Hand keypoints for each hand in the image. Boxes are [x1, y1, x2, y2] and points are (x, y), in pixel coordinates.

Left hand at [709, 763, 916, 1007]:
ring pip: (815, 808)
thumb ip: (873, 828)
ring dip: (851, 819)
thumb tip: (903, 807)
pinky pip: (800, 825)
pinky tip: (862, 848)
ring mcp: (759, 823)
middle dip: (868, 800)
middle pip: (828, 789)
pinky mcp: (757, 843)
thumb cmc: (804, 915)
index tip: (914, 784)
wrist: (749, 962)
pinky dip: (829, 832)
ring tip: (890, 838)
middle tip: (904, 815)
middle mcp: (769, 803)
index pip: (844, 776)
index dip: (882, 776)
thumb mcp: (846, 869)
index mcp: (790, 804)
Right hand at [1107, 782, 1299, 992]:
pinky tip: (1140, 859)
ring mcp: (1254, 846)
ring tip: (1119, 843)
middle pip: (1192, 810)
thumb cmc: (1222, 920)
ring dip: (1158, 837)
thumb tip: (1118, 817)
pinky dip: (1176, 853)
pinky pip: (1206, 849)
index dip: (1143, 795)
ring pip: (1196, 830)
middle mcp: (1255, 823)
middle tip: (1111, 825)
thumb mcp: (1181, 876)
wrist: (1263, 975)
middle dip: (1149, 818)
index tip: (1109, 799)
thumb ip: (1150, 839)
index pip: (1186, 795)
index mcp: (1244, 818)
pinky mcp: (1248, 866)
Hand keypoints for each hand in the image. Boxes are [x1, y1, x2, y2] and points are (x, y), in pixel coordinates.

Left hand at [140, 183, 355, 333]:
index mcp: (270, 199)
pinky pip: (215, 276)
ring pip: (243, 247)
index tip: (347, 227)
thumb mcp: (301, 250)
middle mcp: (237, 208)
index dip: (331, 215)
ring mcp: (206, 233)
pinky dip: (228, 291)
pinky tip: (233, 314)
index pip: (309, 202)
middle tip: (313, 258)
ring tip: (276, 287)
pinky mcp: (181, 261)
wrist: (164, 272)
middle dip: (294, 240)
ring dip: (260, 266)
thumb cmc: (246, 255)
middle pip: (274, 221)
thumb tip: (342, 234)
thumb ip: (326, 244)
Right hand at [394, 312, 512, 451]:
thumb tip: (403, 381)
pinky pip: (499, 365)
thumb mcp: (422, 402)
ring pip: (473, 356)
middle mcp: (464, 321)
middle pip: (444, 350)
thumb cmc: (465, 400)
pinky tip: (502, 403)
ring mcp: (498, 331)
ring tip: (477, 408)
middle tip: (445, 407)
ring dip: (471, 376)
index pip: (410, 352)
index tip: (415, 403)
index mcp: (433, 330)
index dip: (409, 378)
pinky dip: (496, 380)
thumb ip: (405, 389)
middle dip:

__Your assignment__
Begin at the first line of the records above and quote every line verbatim through the one that contains "pinky mcp: (757, 843)".

__Answer section__
Hand keypoints for each hand in the image. Boxes are [x1, y1, x2, y2] and points are (x, y), in pixel coordinates.

Left hand at [709, 763, 916, 1007]:
ring pip: (815, 808)
thumb ip: (873, 828)
ring dip: (851, 819)
thumb tip: (903, 807)
pinky pip: (800, 825)
pinky tip: (862, 848)
ring mcp: (759, 823)
middle dip: (868, 800)
middle pip: (828, 789)
pinky mcp: (757, 843)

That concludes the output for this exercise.